A minha resposta basicamente foi revirar os olhos e dizer:

"- Obrigada pelas felicitações, pai! Foi realmente ótimo terminar o ensino médio já tendo o resultado de aprovação em Harvard."

Eu não era inteligente mas gostava de estudar, às vezes passando horas estudando por puro entretenimento. Não gostava de sair de casa, não gostava de conversar com minha mãe quando meu pai estava presente, não tinha um animal de estimação pois mamãe era alérgica e eu julgava as pessoas ao meu redor como esnobes e egocêntricas demais para querer estar perto. Eu tinha colegas de classe, mas nunca consegui construir um ciclo duradouro onde pudesse denominar amizade. Costumava ser boa em esportes e me interessava por eles mas sendo filha do meu pai, eu sempre me inscrevia nas aulas como pintura ou costura. Não por que eu queria, mas porque meu pai era um homem machista onde em seu cérebro, que muitas vezes eu via como o tamanho de um caroço de mostarda expressava coisas como "você não acha que isso é coisa de menino?"

Mas acho que ele só não queria que eu fosse bom em algo que ele nunca foi, já ouvi mamãe dizer que ele era uma banana na escola e só conseguiu abrir um bar e obter sucesso com isso porque uma "grande sorte" entregue para ele. Nós não éramos ricos, mas tínhamos uma boa condição financeira. Bebida deliciosa, petiscos e música ruim em conjunto sempre chama atenção de corações partidos e era por isso que os negócios do meu pai iam bem. Eu não tinha uma opinião formada sobre como me sentia em relação ao trabalho dele, eu só detestava quando o bar estava muito cheio e eu tinha que deixar de estudar, correr até lá para dar um apoio ou quando os amigos do meu pai iam visitar-los pós expediente e meu pai bebia junto com eles. A maioria das vezes bebia para passar dos limites, se tornava agressivo e muitas vezes machucava minha mãe. Sendo com palavras, empurrões ou agressões mais sérias.
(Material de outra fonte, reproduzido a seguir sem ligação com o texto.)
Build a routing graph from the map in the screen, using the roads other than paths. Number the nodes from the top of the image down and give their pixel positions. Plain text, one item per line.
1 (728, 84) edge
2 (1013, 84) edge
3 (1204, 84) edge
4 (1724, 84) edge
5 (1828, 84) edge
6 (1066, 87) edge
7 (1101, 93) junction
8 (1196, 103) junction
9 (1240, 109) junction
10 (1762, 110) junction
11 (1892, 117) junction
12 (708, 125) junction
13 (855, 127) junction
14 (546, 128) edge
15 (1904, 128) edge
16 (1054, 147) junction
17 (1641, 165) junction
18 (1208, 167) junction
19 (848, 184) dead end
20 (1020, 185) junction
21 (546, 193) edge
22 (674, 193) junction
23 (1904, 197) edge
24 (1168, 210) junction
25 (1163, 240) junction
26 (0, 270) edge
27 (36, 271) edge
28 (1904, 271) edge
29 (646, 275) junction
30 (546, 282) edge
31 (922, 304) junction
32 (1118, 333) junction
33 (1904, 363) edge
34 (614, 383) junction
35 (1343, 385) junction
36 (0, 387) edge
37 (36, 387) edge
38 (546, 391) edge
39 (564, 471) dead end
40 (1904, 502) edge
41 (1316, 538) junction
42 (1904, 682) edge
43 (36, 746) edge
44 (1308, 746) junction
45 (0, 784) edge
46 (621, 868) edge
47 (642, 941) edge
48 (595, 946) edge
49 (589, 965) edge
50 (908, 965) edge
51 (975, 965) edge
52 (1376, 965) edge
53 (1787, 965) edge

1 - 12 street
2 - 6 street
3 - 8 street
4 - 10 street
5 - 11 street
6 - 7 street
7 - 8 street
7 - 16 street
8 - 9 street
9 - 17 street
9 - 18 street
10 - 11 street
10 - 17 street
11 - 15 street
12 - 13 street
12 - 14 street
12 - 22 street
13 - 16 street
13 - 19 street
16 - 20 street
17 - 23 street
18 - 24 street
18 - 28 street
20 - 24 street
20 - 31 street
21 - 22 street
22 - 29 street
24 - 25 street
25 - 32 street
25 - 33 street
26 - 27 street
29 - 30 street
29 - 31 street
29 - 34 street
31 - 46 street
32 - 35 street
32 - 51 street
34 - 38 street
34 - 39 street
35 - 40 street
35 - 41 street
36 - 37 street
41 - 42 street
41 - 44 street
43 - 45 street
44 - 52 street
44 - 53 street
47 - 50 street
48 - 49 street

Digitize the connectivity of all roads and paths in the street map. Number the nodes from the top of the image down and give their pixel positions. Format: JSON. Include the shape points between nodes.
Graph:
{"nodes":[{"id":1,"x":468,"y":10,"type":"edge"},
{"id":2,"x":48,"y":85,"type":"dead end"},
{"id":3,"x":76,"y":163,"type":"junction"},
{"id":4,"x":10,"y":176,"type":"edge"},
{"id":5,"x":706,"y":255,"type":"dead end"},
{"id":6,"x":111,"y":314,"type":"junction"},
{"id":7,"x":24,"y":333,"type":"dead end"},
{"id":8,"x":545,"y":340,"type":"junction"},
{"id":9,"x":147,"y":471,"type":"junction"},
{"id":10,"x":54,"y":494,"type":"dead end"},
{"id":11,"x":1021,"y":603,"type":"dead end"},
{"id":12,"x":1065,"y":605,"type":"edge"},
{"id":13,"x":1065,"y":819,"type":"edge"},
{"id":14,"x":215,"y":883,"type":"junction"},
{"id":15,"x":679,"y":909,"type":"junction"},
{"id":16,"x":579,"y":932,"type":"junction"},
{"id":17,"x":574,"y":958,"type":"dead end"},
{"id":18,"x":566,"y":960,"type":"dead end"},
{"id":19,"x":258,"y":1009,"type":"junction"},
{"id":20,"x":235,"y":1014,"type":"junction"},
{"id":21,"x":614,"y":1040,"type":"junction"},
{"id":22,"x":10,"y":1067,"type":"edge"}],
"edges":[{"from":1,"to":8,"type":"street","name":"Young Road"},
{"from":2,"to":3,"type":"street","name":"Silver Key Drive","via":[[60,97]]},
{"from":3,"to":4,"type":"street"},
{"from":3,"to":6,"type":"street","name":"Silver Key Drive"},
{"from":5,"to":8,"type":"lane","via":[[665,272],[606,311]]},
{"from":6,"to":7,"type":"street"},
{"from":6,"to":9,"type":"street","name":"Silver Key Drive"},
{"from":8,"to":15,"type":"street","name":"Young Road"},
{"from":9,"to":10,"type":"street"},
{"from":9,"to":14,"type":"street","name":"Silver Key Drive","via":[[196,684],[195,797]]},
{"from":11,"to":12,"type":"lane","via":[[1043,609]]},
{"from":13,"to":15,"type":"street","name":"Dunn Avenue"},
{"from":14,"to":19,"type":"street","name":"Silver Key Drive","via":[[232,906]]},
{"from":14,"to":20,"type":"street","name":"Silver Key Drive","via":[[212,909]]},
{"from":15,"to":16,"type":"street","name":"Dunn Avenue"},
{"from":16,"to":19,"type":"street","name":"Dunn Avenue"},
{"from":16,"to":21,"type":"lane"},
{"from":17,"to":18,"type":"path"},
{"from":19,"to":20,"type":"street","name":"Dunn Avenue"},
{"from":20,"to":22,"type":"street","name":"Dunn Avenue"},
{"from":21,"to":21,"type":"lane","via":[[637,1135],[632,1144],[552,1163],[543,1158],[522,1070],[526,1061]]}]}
No outro dia, era sempre a mesma merda. Um pedido de perdão, uma promessa quebrável e lágrimas nos olhos. Era nítido que minha mãe se sentia envergonhada com tal situação, mas nunca entendi porque ela nunca conseguiu deixá-lo. Ele nem era bonito, muitas vezes encontrou ele até porco, minha mãe limpava toda a sujeira que ele fazia. Seja na casa, fisicamente cobrindo com maquiagem ou emocionalmente sempre dizendo que estava tudo bem. Eu odiava aquilo. Odiava estar ali. Odiava aquela situação. Todas as vezes que ouvia a voz dele bêbada ao chegar em casa, a minha vontade era desaparecer ou descer as escadas e arrebentar qualquer coisa na cabeça do meu pai para que ele soltasse minha mãe mas como a boa covarde que sou, só colocava meu fone de ouvido, trancava a porta do quarto e esperava tudo passar.

- Não é verdade, querida? Mamãe me tira da minha submersão.

- Desculpe, mãe. Eu não te ouvi. Assumo envergonhada.

- Disse ao seu pai que caso seja da sua vontade, você pode assumir Harvard. Ela me lançou um olhar solidário.

- Ela não vai fazer isso! Eu passei a vida construindo um império para que meus filhos tomassem de conta quando saísse do ensino médio para que no fim, minha única filha quisesse ir para a faculdade, é isso mesmo? Ele me reprova com um olhar.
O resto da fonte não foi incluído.